First things first, a guinea pig emergency kit does not in any way shape or form replace a vet visit! This kit is only to provide temporary relief for your pet until the owner is able to take their guinea pig(s) in for medical treatment.
Guinea pigs can get ill at any time, even during holidays or days when the vets are out on vacation, for example. There was an incident when Rocket had suddenly stopped eating and the only exotics vet that was available within a two hour radius was out on vacation for that week.
In the meantime, I had to make sure there was food in his system at all times! Guinea pigs are not like humans that need only 3 meals a day. They constantly need to eat to keep their gut moving. Luckily he managed until I took him to see his vet!

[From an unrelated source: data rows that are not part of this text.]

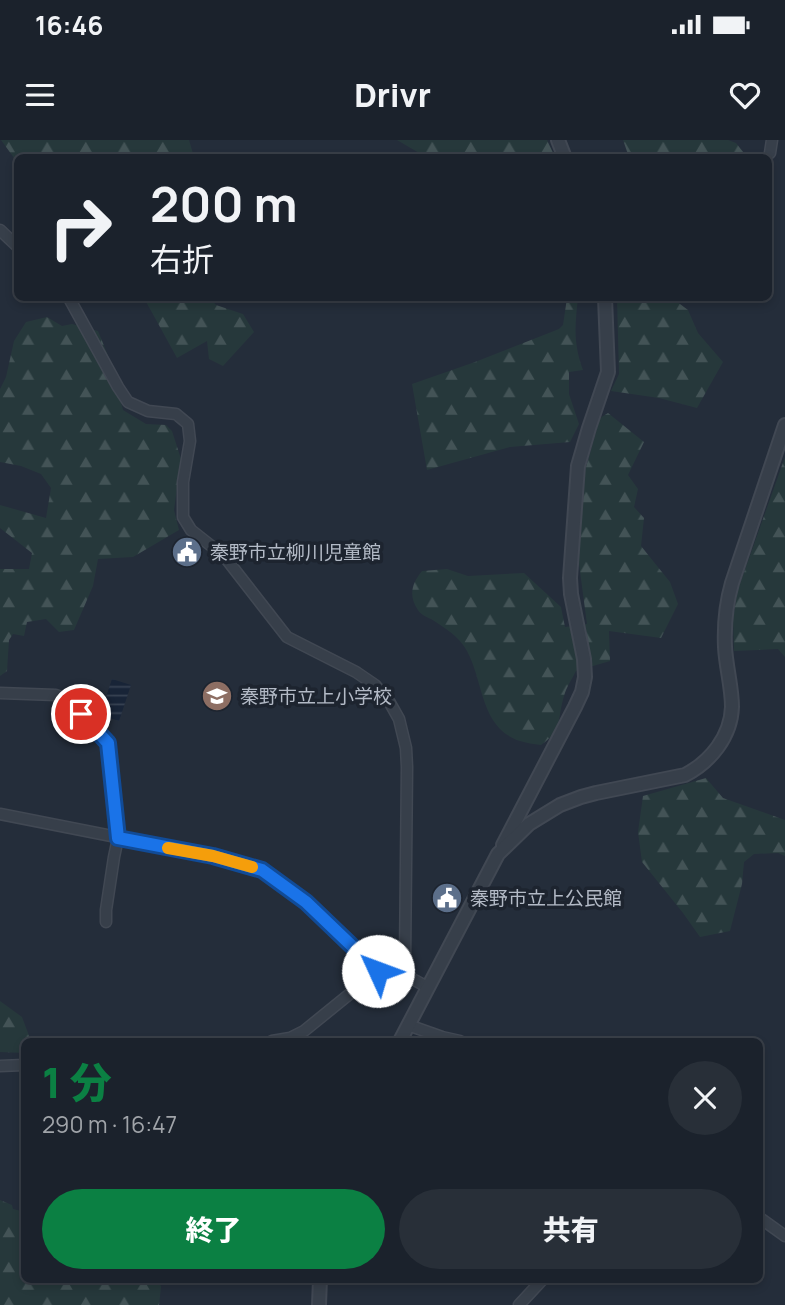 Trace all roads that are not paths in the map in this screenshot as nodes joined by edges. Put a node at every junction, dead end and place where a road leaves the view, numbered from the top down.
1 (772, 140) edge
2 (770, 153) dead end
3 (0, 230) edge
4 (14, 243) edge
5 (71, 301) edge
6 (605, 301) edge
7 (785, 425) edge
8 (0, 694) edge
9 (0, 814) edge
10 (118, 838) junction
11 (498, 854) junction
12 (106, 922) dead end
13 (378, 971) junction
14 (402, 973) junction
15 (427, 987) junction
16 (408, 1025) junction
17 (290, 1038) edge
18 (402, 1038) edge
19 (446, 1038) edge
20 (21, 1065) edge
21 (0, 1066) edge
22 (763, 1220) edge
23 (785, 1236) edge
24 (320, 1283) edge
25 (539, 1283) edge
26 (319, 1305) edge
27 (519, 1305) edge

1 - 2 street
3 - 4 street
5 - 14 street
6 - 11 street
7 - 11 street
8 - 10 street
9 - 10 street
10 - 12 street
10 - 13 street
11 - 15 street
13 - 14 street
13 - 17 street
14 - 15 street
15 - 16 street
16 - 18 street
16 - 19 street
20 - 21 street
22 - 23 street
24 - 26 street
25 - 27 street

Below are some essentials I keep with me at all times in case of an emergency:
1. Critical Care by Oxbow
Critical care is absolutely vital when guinea pigs stop eating/refuse to eat. They’re basically life support for guinea pigs when they become critically ill. As a backup, in case you don’t have critical care available, mash up some pellets and mix with water to create a slurry, OR do the same with fresh poop (gross, I know but we must use any and every resource to keep our little ones alive!)
2. Feeding Syringes
I have a ton of syringe tubes of all sizes, from 1cc to 12cc, even a couple that are 35cc! Feeding syringes are especially important if your guinea pig(s) stops eating. You want to make sure that you have enough slurry from pellets or critical care and administer it to guinea pigs through the syringe.
3. Bene Bac
If your guinea pig is on any sort of medication (such as metacam, baytril, etc), sometimes they tend to eat less or not enough due to the side effects. I usually purchase bene bac online (the paste, not the powder form) and give the guinea pig a pea size amount. They contain naturally-occurring microorganisms to support digestive tract health in guinea pigs.
4. Weighing Scale
You can purchase a small food weighing scale from any store. Be sure to weigh your guinea pigs weekly and record them in a diary. A major sign that your guinea pig is ill is weight loss.
Ivermectin is used to treat mites in guinea pigs. A major sign of mites are excessive scratching and hair loss. I have the pour on version of ivermectin. This is where the scale and syringe comes in handy. Before administering the medicine to your guinea pig, you want to make sure you have their exact weight so you can give them the appropriate amount. For more information on the correct dosage, please see here:http://www.guinealynx.info/ivermectin_topical.html
6. Styptic Powder
The brand I have is called Kwik Stop. It’s great to have on hand if you cut your guinea pigs’ nail too short and it starts to bleed. Styptic powder should be able to stop the bleeding right away. If the bleeding doesn’t stop, however, please take your guinea pig to a vet!
7. Nolvasan Otic
This can be purchased over the counter online. It’s good to clean the outside of guinea pigs’ ears every two weeks to ensure there isn’t any dirt buildup of hay. Using cotton swabs can be used to clean guinea pigs’ ears. Important note: NEVER push the cotton swab in the guinea pigs’ ears! You only need to gently rub the nolvasan otic on the very outside rim of the ear, nothing more. If you see your guinea pig has a head tilt, it could be a parasitic or bacterial infection in their ears that requires a vet visit. For preventative measures, nolvasan otic works great. if you don’t have this product on hand, mineral oil works just as well.
8. Vetericyn All Animal Eye Wash
If your guinea pig has a hay poke, minor cut, scratch, etc., it is imperative that you treat the eye and remove the hay with tweezers if visible. Early care is needed to prevent eye loss. Vetericyn is fine to use on guinea pigs, however, any other sterile saline eye wash will work just as well. If you notice no improvement, or if your guinea pig has redness, squinted eyes or sunken eyes, take them to a vet immediately.
9. Vitamin C Tablets
The brand I use is Oxbow Vitamin C Tablets. If I know that my guinea pig has stopped eating, I will pop one in their mouths daily to make sure they do not develop scurvy. Remember, guinea pigs cannot produce their own vitamin C, so it is imperative that they have enough in their system to prevent illness. Please note, however that these tablets do contain some calcium, which is not recommended for guinea pigs that have bladder stones. In this case I would use these tablets sparingly.
Other miscellaneous items needed are:
10. Cotton Swabs
12. Soft, flexible bandages
15. Mineral Oil (for cleaning your boars’ grease gland)
And that is all! To reiterate, this medical emergency kit does not replace a vet visit! However if you are unable to see a vet promptly, these items may be used to potentially save your guinea pigs and avert their downfall, since they tend to deteriorate very quickly.